Material for the task ->
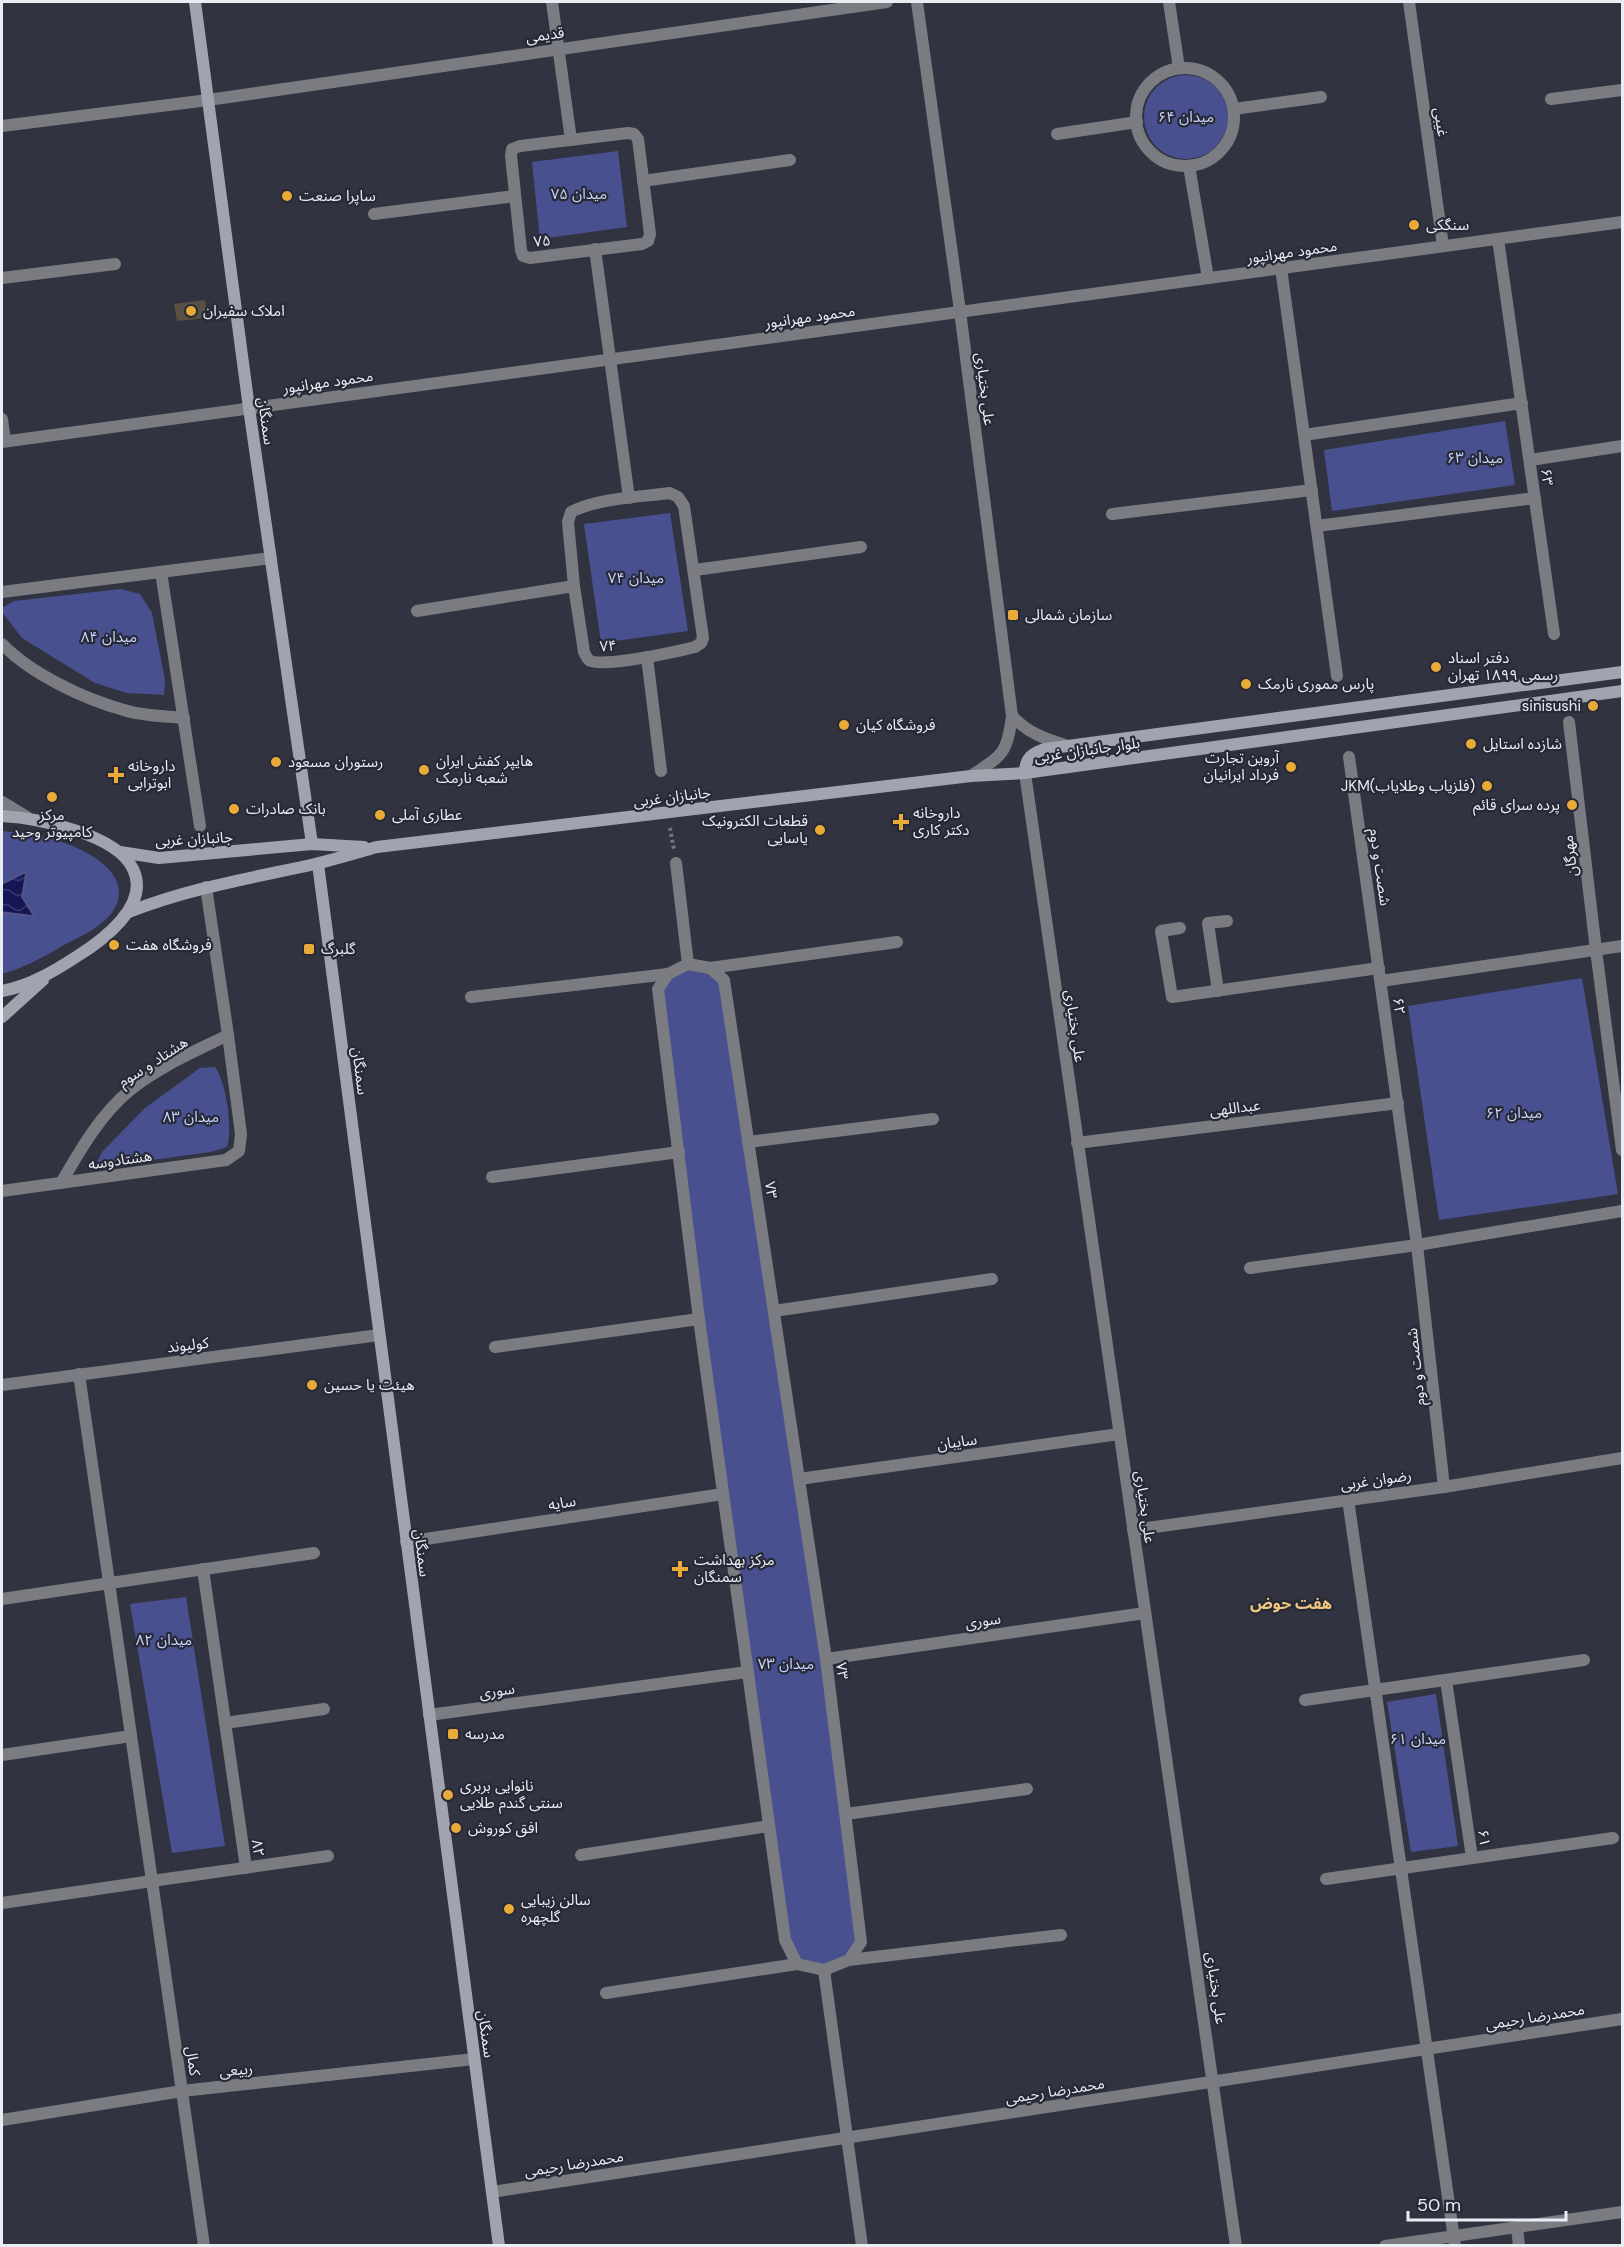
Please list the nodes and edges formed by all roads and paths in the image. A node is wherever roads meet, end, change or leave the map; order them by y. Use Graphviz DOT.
graph roads {
  1 [pos="195,2"];
  2 [pos="552,2"];
  3 [pos="887,2"];
  4 [pos="917,2"];
  5 [pos="1169,2"];
  6 [pos="1409,2"];
  7 [pos="559,48"];
  8 [pos="1179,68"];
  9 [pos="1623,90"];
  10 [pos="1321,97"];
  11 [pos="1551,99"];
  12 [pos="208,100"];
  13 [pos="1234,109"];
  14 [pos="1137,122"];
  15 [pos="2,126"];
  16 [pos="1057,134"];
  17 [pos="571,140"];
  18 [pos="790,160"];
  19 [pos="1189,166"];
  20 [pos="644,181"];
  21 [pos="515,196"];
  22 [pos="374,214"];
  23 [pos="1623,222"];
  24 [pos="1498,239"];
  25 [pos="1443,246"];
  26 [pos="595,249"];
  27 [pos="115,264"];
  28 [pos="1281,268"];
  29 [pos="2,278"];
  30 [pos="1208,278"];
  31 [pos="960,311"];
  32 [pos="609,359"];
  33 [pos="1522,404"];
  34 [pos="249,408"];
  35 [pos="2,419"];
  36 [pos="1304,435"];
  37 [pos="3,442"];
  38 [pos="1623,446"];
  39 [pos="1530,460"];
  40 [pos="1312,490"];
  41 [pos="629,498"];
  42 [pos="1535,498"];
  43 [pos="1112,514"];
  44 [pos="1317,526"];
  45 [pos="861,547"];
  46 [pos="271,558"];
  47 [pos="695,570"];
  48 [pos="161,572"];
  49 [pos="574,586"];
  50 [pos="2,592"];
  51 [pos="417,611"];
  52 [pos="1554,634"];
  53 [pos="2,644"];
  54 [pos="647,657"];
  55 [pos="1623,672"];
  56 [pos="1337,676"];
  57 [pos="1623,691"];
  58 [pos="1012,716"];
  59 [pos="184,718"];
  60 [pos="1569,722"];
  61 [pos="1068,746"];
  62 [pos="1349,757"];
  63 [pos="661,771"];
  64 [pos="1025,773"];
  65 [pos="971,776"];
  66 [pos="2,802"];
  67 [pos="667,813"];
  68 [pos="2,816"];
  69 [pos="27,817"];
  70 [pos="200,826"];
  71 [pos="312,844"];
  72 [pos="377,847"];
  73 [pos="120,852"];
  74 [pos="676,862"];
  75 [pos="318,864"];
  76 [pos="206,887"];
  77 [pos="129,912"];
  78 [pos="1227,921"];
  79 [pos="1180,928"];
  80 [pos="897,942"];
  81 [pos="1623,946"];
  82 [pos="1596,950"];
  83 [pos="688,964"];
  84 [pos="710,968"];
  85 [pos="1379,968"];
  86 [pos="668,974"];
  87 [pos="48,975"];
  88 [pos="1381,981"];
  89 [pos="2,991"];
  90 [pos="1218,991"];
  91 [pos="471,997"];
  92 [pos="2,1017"];
  93 [pos="228,1035"];
  94 [pos="1618,1073"];
  95 [pos="1398,1102"];
  96 [pos="933,1119"];
  97 [pos="748,1142"];
  98 [pos="1077,1143"];
  99 [pos="1623,1150"];
  100 [pos="679,1152"];
  101 [pos="492,1177"];
  102 [pos="61,1183"];
  103 [pos="2,1191"];
  104 [pos="1623,1211"];
  105 [pos="1418,1245"];
  106 [pos="1250,1268"];
  107 [pos="992,1279"];
  108 [pos="774,1311"];
  109 [pos="699,1319"];
  110 [pos="379,1335"];
  111 [pos="495,1347"];
  112 [pos="79,1374"];
  113 [pos="2,1385"];
  114 [pos="1119,1434"];
  115 [pos="1623,1458"];
  116 [pos="799,1479"];
  117 [pos="1444,1486"];
  118 [pos="723,1494"];
  119 [pos="1348,1499"];
  120 [pos="1133,1530"];
  121 [pos="406,1542"];
  122 [pos="314,1553"];
  123 [pos="203,1569"];
  124 [pos="109,1583"];
  125 [pos="2,1599"];
  126 [pos="1145,1612"];
  127 [pos="826,1659"];
  128 [pos="1584,1660"];
  129 [pos="747,1672"];
  130 [pos="1446,1680"];
  131 [pos="1375,1690"];
  132 [pos="1305,1700"];
  133 [pos="324,1709"];
  134 [pos="429,1715"];
  135 [pos="225,1723"];
  136 [pos="131,1737"];
  137 [pos="2,1755"];
  138 [pos="1027,1789"];
  139 [pos="846,1814"];
  140 [pos="769,1826"];
  141 [pos="1613,1838"];
  142 [pos="581,1855"];
  143 [pos="328,1856"];
  144 [pos="1472,1858"];
  145 [pos="246,1868"];
  146 [pos="1401,1868"];
  147 [pos="1326,1879"];
  148 [pos="152,1881"];
  149 [pos="2,1903"];
  150 [pos="1061,1935"];
  151 [pos="849,1960"];
  152 [pos="797,1964"];
  153 [pos="824,1970"];
  154 [pos="606,1993"];
  155 [pos="1623,2019"];
  156 [pos="1426,2049"];
  157 [pos="474,2059"];
  158 [pos="1214,2082"];
  159 [pos="182,2091"];
  160 [pos="2,2120"];
  161 [pos="847,2137"];
  162 [pos="492,2192"];
  163 [pos="1623,2212"];
  164 [pos="1517,2227"];
  165 [pos="1454,2241"];
  166 [pos="204,2246"];
  167 [pos="499,2246"];
  168 [pos="862,2246"];
  169 [pos="1236,2246"];
  170 [pos="1385,2246"];
  171 [pos="1519,2246"];
  1 -- 12 [label="main road, سمنگان"];
  2 -- 7 [label="street"];
  3 -- 7 [label="street, قدیمی"];
  4 -- 31 [label="street, علی بختیاری"];
  5 -- 8 [label="street"];
  6 -- 25 [label="street, غیبی"];
  7 -- 12 [label="street, قدیمی"];
  7 -- 17 [label="street"];
  8 -- 13 [label="street"];
  8 -- 14 [label="street"];
  9 -- 11 [label="street"];
  10 -- 13 [label="street"];
  12 -- 15 [label="street, قدیمی"];
  12 -- 34 [label="main road, سمنگان"];
  13 -- 19 [label="street"];
  14 -- 16 [label="street"];
  14 -- 19 [label="street"];
  17 -- 20 [label="street, ۷۵"];
  17 -- 21 [label="street, ۷۵"];
  18 -- 20 [label="street"];
  19 -- 30 [label="street"];
  20 -- 26 [label="street, ۷۵"];
  21 -- 22 [label="street"];
  21 -- 26 [label="street, ۷۵"];
  23 -- 24 [label="street, محمود مهرانپور"];
  24 -- 25 [label="street, محمود مهرانپور"];
  24 -- 33 [label="street, ۶۳"];
  25 -- 28 [label="street, محمود مهرانپور"];
  26 -- 32 [label="street"];
  27 -- 29 [label="street"];
  28 -- 30 [label="street, محمود مهرانپور"];
  28 -- 36 [label="street"];
  30 -- 31 [label="street, محمود مهرانپور"];
  31 -- 32 [label="street, محمود مهرانپور"];
  31 -- 58 [label="street, علی بختیاری"];
  32 -- 34 [label="street, محمود مهرانپور"];
  32 -- 41 [label="street"];
  33 -- 36 [label="street"];
  33 -- 39 [label="street, ۶۳"];
  34 -- 37 [label="street, محمود مهرانپور"];
  34 -- 46 [label="main road, سمنگان"];
  35 -- 37 [label="street"];
  36 -- 40 [label="street"];
  38 -- 39 [label="street"];
  39 -- 42 [label="street, ۶۳"];
  40 -- 43 [label="street"];
  40 -- 44 [label="street"];
  41 -- 47 [label="street, ۷۴"];
  41 -- 49 [label="street, ۷۴"];
  42 -- 44 [label="street, ۶۳"];
  42 -- 52 [label="street"];
  44 -- 56 [label="street"];
  45 -- 47 [label="street"];
  46 -- 48 [label="street"];
  46 -- 71 [label="main road, سمنگان"];
  47 -- 54 [label="street, ۷۴"];
  48 -- 50 [label="street"];
  48 -- 59 [label="street"];
  49 -- 51 [label="street"];
  49 -- 54 [label="street, ۷۴"];
  53 -- 59 [label="street"];
  54 -- 63 [label="street"];
  55 -- 61 [label="main road, بلوار جانبازان غربی"];
  57 -- 64 [label="main road, بلوار جانبازان غربی"];
  58 -- 61 [label="street"];
  58 -- 65 [label="street, جانبازان غربی"];
  59 -- 70 [label="street"];
  60 -- 82 [label="street, مهرگان"];
  61 -- 64 [label="main road, بلوار جانبازان غربی"];
  62 -- 85 [label="street, شصت و دوم"];
  64 -- 65 [label="main road, جانبازان غربی"];
  64 -- 98 [label="street, علی بختیاری"];
  65 -- 67 [label="main road, جانبازان غربی"];
  66 -- 69 [label="street"];
  67 -- 72 [label="main road, جانبازان غربی"];
  67 -- 74 [label="path"];
  68 -- 69 [label="main road, جانبازان غربی"];
  69 -- 73 [label="main road, جانبازان غربی"];
  71 -- 72 [label="main road, جانبازان غربی"];
  71 -- 73 [label="main road, جانبازان غربی"];
  72 -- 75 [label="main road, جانبازان غربی"];
  73 -- 77 [label="main road"];
  74 -- 83 [label="street"];
  75 -- 76 [label="main road, جانبازان غربی"];
  75 -- 110 [label="main road, سمنگان"];
  76 -- 77 [label="main road, جانبازان غربی"];
  76 -- 93 [label="street"];
  77 -- 87 [label="main road"];
  78 -- 90 [label="street"];
  79 -- 90 [label="street"];
  80 -- 84 [label="street"];
  81 -- 82 [label="street, ۶۲"];
  82 -- 88 [label="street, ۶۲"];
  82 -- 94 [label="street"];
  83 -- 84 [label="street"];
  83 -- 86 [label="street"];
  84 -- 97 [label="street, ۷۳"];
  85 -- 88 [label="street, شصت و دوم"];
  85 -- 90 [label="street"];
  86 -- 91 [label="street"];
  86 -- 100 [label="street"];
  87 -- 89 [label="main road"];
  87 -- 92 [label="main road"];
  88 -- 95 [label="street, ۶۲"];
  93 -- 102 [label="street, هشتاد و سوم"];
  93 -- 102 [label="street, هشتادوسه"];
  94 -- 99 [label="street"];
  95 -- 98 [label="street, عبداللهی"];
  95 -- 105 [label="street, ۶۲"];
  96 -- 97 [label="street"];
  97 -- 108 [label="street, ۷۳"];
  98 -- 114 [label="street, علی بختیاری"];
  100 -- 101 [label="street"];
  100 -- 109 [label="street"];
  102 -- 103 [label="street, هشتادوسه"];
  104 -- 105 [label="street"];
  105 -- 106 [label="street"];
  105 -- 117 [label="street, شصت و دوم"];
  107 -- 108 [label="street"];
  108 -- 116 [label="street, ۷۳"];
  109 -- 111 [label="street"];
  109 -- 118 [label="street"];
  110 -- 112 [label="street, کولیوند"];
  110 -- 121 [label="main road, سمنگان"];
  112 -- 113 [label="street, کولیوند"];
  112 -- 124 [label="street"];
  114 -- 116 [label="street, سایبان"];
  114 -- 120 [label="street, علی بختیاری"];
  115 -- 117 [label="street, رضوان غربی"];
  116 -- 127 [label="street, ۷۳"];
  117 -- 119 [label="street, رضوان غربی"];
  118 -- 121 [label="street, سایه"];
  118 -- 129 [label="street"];
  119 -- 120 [label="street, رضوان غربی"];
  119 -- 131 [label="street"];
  120 -- 126 [label="street, علی بختیاری"];
  121 -- 134 [label="main road, سمنگان"];
  122 -- 123 [label="street"];
  123 -- 124 [label="street"];
  123 -- 135 [label="street, ۸۲"];
  124 -- 125 [label="street"];
  124 -- 136 [label="street"];
  126 -- 127 [label="street, سوری"];
  126 -- 158 [label="street, علی بختیاری"];
  127 -- 139 [label="street, ۷۳"];
  128 -- 130 [label="street"];
  129 -- 134 [label="street, سوری"];
  129 -- 140 [label="street"];
  130 -- 131 [label="street"];
  130 -- 144 [label="street, ۶۱"];
  131 -- 132 [label="street"];
  131 -- 146 [label="street"];
  133 -- 135 [label="street"];
  134 -- 157 [label="main road, سمنگان"];
  135 -- 145 [label="street, ۸۲"];
  136 -- 137 [label="street"];
  136 -- 148 [label="street"];
  138 -- 139 [label="street"];
  139 -- 151 [label="street, ۷۳"];
  140 -- 142 [label="street"];
  140 -- 152 [label="street"];
  141 -- 144 [label="street"];
  143 -- 145 [label="street"];
  144 -- 146 [label="street, ۶۱"];
  145 -- 148 [label="street, ۸۲"];
  146 -- 147 [label="street, ۶۱"];
  146 -- 156 [label="street"];
  148 -- 149 [label="street, ۸۲"];
  148 -- 159 [label="street, کمال"];
  150 -- 151 [label="street"];
  151 -- 153 [label="street"];
  152 -- 153 [label="street"];
  152 -- 154 [label="street"];
  153 -- 161 [label="street"];
  155 -- 156 [label="street, محمدرضا رحیمی"];
  156 -- 158 [label="street, محمدرضا رحیمی"];
  156 -- 165 [label="street"];
  157 -- 159 [label="street, ربیعی"];
  157 -- 162 [label="main road, سمنگان"];
  158 -- 161 [label="street, محمدرضا رحیمی"];
  158 -- 169 [label="street, علی بختیاری"];
  159 -- 160 [label="street, ربیعی"];
  159 -- 166 [label="street, کمال"];
  161 -- 162 [label="street, محمدرضا رحیمی"];
  161 -- 168 [label="street"];
  162 -- 167 [label="main road, سمنگان"];
  163 -- 164 [label="street"];
  164 -- 165 [label="street"];
  164 -- 171 [label="street"];
  165 -- 170 [label="street"];
}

Requirement -> Return a copy of each line in the entries that contains "بلوار".

Response to the exercise ->
  55 -- 61 [label="main road, بلوار جانبازان غربی"];
  57 -- 64 [label="main road, بلوار جانبازان غربی"];
  61 -- 64 [label="main road, بلوار جانبازان غربی"];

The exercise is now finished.